+++ Extracted information +++

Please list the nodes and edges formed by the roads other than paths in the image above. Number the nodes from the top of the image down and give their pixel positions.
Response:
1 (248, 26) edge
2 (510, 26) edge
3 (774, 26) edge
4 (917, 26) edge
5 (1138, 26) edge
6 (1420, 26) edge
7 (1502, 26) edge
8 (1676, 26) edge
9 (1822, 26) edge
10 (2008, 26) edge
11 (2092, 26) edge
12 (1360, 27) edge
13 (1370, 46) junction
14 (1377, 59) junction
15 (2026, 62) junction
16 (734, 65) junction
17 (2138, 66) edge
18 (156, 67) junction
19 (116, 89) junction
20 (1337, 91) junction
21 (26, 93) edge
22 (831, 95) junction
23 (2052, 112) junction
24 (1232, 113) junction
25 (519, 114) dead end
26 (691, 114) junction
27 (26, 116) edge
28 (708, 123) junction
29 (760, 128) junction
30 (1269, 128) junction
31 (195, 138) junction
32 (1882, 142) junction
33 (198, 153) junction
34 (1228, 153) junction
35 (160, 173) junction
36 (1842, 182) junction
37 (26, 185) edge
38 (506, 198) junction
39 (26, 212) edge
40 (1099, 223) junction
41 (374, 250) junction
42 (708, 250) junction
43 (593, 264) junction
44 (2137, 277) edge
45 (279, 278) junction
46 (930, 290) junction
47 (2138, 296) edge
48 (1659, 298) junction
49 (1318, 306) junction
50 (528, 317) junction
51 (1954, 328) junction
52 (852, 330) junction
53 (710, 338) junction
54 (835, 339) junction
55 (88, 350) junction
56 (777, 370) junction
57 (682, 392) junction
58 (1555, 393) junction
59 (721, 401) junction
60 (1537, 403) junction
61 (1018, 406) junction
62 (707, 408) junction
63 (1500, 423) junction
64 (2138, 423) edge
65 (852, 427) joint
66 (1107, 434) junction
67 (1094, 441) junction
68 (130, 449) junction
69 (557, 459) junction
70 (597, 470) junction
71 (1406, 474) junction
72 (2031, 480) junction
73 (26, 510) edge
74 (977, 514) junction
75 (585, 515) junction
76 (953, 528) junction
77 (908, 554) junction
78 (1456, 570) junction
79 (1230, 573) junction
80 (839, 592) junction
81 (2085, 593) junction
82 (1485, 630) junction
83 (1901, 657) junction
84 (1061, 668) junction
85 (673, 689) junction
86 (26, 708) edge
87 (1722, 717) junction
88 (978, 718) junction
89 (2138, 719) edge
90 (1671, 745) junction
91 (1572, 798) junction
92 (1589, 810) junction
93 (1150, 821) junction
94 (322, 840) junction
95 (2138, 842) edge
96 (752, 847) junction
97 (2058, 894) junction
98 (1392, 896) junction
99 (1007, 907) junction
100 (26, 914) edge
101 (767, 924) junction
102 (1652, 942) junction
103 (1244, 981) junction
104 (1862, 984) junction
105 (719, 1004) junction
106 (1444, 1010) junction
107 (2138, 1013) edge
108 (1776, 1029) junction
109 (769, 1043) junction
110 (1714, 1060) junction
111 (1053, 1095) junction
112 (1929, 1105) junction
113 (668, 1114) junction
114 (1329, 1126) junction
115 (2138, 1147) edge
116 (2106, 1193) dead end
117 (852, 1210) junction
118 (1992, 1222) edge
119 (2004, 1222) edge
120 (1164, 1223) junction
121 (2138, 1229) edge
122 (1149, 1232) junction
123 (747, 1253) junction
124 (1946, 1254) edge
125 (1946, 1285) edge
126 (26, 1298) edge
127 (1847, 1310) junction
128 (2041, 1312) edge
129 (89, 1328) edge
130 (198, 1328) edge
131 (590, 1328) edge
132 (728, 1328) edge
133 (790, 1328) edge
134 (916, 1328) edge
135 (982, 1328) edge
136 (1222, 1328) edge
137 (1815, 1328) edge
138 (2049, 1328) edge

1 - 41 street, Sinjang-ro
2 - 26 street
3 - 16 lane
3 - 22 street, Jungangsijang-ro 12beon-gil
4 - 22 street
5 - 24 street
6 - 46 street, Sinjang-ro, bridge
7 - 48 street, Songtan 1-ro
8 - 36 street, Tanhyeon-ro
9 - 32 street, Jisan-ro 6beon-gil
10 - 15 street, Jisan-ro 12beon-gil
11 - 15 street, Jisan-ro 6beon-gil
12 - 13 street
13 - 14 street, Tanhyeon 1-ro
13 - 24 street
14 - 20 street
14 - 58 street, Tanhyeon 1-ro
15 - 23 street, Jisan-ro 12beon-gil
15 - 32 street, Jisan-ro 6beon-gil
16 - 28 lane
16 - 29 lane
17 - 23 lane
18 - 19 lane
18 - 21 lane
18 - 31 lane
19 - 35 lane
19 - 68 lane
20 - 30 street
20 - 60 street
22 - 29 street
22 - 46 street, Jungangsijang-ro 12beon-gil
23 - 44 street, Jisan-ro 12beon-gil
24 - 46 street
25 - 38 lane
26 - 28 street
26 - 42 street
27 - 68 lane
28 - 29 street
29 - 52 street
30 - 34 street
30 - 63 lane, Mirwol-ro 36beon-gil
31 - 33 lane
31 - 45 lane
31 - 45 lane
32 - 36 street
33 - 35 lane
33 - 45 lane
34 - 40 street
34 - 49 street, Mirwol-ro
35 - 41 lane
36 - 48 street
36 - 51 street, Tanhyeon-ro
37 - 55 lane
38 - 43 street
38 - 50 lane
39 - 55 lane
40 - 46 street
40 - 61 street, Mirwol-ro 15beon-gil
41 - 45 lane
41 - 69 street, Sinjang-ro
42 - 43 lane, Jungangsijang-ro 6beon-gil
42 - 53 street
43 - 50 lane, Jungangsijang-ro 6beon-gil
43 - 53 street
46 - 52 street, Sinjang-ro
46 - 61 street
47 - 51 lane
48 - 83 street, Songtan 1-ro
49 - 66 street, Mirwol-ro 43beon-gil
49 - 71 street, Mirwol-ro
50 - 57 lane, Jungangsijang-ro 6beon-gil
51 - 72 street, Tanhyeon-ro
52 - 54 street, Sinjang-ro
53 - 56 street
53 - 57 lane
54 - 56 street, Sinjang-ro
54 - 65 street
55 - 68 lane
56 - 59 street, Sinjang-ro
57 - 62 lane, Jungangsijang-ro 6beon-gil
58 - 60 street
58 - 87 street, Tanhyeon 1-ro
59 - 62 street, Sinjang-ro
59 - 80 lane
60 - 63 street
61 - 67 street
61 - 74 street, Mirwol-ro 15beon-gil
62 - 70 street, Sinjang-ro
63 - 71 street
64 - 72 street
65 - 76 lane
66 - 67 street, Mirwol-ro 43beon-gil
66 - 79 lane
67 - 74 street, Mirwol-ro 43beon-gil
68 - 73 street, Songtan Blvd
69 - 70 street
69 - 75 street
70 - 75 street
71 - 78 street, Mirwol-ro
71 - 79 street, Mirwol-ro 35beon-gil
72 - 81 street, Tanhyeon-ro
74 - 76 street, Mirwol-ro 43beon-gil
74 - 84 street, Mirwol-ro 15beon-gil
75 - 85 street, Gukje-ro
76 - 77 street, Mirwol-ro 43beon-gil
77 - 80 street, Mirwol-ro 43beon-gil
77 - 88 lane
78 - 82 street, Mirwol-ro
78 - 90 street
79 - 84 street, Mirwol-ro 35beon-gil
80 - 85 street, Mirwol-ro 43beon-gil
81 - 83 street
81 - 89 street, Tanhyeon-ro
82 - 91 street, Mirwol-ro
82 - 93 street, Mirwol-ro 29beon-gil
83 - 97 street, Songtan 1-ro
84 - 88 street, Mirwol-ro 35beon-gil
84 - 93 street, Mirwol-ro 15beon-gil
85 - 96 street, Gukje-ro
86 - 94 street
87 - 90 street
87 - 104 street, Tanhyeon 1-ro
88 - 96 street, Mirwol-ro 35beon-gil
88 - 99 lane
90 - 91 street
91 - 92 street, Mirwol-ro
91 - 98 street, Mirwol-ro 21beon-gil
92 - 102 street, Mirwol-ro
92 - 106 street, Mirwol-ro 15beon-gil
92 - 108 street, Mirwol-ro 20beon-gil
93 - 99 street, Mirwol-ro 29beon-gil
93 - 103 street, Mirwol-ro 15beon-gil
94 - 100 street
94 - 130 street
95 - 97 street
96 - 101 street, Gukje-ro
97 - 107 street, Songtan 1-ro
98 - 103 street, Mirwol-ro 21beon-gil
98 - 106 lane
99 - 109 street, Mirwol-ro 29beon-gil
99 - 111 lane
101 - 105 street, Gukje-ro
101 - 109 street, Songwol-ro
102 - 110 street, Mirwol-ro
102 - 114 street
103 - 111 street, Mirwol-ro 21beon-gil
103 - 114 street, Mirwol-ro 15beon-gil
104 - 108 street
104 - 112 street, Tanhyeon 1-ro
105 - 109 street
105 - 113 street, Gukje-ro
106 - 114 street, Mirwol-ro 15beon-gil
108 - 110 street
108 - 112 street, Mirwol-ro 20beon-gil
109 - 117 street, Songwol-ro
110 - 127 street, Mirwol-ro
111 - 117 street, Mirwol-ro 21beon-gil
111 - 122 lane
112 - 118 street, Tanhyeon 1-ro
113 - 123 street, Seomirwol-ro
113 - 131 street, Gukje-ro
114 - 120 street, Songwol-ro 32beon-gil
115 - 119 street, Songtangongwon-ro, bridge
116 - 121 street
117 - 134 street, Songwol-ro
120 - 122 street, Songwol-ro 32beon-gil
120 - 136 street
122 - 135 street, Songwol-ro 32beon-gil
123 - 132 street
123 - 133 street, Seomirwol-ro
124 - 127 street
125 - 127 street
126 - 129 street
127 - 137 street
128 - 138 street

+++

Reproduce every line of the records containing the string "Seomirwol".

113 - 123 street, Seomirwol-ro
123 - 133 street, Seomirwol-ro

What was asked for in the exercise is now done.